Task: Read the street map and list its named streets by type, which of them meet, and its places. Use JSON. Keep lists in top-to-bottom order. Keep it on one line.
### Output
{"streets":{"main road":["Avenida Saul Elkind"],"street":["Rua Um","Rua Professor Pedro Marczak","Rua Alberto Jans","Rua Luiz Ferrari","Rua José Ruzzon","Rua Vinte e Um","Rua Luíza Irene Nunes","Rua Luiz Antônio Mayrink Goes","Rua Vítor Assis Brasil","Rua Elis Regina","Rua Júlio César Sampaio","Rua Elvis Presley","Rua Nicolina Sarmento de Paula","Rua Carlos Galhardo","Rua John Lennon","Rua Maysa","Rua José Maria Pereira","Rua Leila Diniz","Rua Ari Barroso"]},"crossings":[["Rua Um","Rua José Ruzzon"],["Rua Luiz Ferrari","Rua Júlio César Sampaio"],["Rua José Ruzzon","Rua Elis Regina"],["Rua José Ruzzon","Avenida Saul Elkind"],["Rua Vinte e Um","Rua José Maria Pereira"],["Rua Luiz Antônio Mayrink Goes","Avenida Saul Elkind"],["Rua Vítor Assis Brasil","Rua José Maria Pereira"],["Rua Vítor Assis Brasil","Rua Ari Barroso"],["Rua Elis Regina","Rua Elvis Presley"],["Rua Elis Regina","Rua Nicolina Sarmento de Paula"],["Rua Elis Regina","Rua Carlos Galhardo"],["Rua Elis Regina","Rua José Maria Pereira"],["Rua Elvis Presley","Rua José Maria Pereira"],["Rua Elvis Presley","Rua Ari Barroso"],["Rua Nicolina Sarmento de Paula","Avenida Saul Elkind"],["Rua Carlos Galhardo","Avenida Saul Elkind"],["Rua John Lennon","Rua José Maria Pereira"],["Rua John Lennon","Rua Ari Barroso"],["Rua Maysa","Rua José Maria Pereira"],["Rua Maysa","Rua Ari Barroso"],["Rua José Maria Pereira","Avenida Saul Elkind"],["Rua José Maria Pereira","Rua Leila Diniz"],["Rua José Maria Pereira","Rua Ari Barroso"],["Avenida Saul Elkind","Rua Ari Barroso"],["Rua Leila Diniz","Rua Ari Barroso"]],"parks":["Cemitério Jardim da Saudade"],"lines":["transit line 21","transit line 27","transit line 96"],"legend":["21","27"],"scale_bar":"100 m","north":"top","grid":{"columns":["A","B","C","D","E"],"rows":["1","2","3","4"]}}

**WHAT NEEDS TO BE DONE:**
The data above needs to be given again exactly, with no line left out.

**THE COMPLETED TASK:**
Task: Read the street map and list its named streets by type, which of them meet, and its places. Use JSON. Keep lists in top-to-bottom order. Keep it on one line.
### Output
{"streets":{"main road":["Avenida Saul Elkind"],"street":["Rua Um","Rua Professor Pedro Marczak","Rua Alberto Jans","Rua Luiz Ferrari","Rua José Ruzzon","Rua Vinte e Um","Rua Luíza Irene Nunes","Rua Luiz Antônio Mayrink Goes","Rua Vítor Assis Brasil","Rua Elis Regina","Rua Júlio César Sampaio","Rua Elvis Presley","Rua Nicolina Sarmento de Paula","Rua Carlos Galhardo","Rua John Lennon","Rua Maysa","Rua José Maria Pereira","Rua Leila Diniz","Rua Ari Barroso"]},"crossings":[["Rua Um","Rua José Ruzzon"],["Rua Luiz Ferrari","Rua Júlio César Sampaio"],["Rua José Ruzzon","Rua Elis Regina"],["Rua José Ruzzon","Avenida Saul Elkind"],["Rua Vinte e Um","Rua José Maria Pereira"],["Rua Luiz Antônio Mayrink Goes","Avenida Saul Elkind"],["Rua Vítor Assis Brasil","Rua José Maria Pereira"],["Rua Vítor Assis Brasil","Rua Ari Barroso"],["Rua Elis Regina","Rua Elvis Presley"],["Rua Elis Regina","Rua Nicolina Sarmento de Paula"],["Rua Elis Regina","Rua Carlos Galhardo"],["Rua Elis Regina","Rua José Maria Pereira"],["Rua Elvis Presley","Rua José Maria Pereira"],["Rua Elvis Presley","Rua Ari Barroso"],["Rua Nicolina Sarmento de Paula","Avenida Saul Elkind"],["Rua Carlos Galhardo","Avenida Saul Elkind"],["Rua John Lennon","Rua José Maria Pereira"],["Rua John Lennon","Rua Ari Barroso"],["Rua Maysa","Rua José Maria Pereira"],["Rua Maysa","Rua Ari Barroso"],["Rua José Maria Pereira","Avenida Saul Elkind"],["Rua José Maria Pereira","Rua Leila Diniz"],["Rua José Maria Pereira","Rua Ari Barroso"],["Avenida Saul Elkind","Rua Ari Barroso"],["Rua Leila Diniz","Rua Ari Barroso"]],"parks":["Cemitério Jardim da Saudade"],"lines":["transit line 21","transit line 27","transit line 96"],"legend":["21","27"],"scale_bar":"100 m","north":"top","grid":{"columns":["A","B","C","D","E"],"rows":["1","2","3","4"]}}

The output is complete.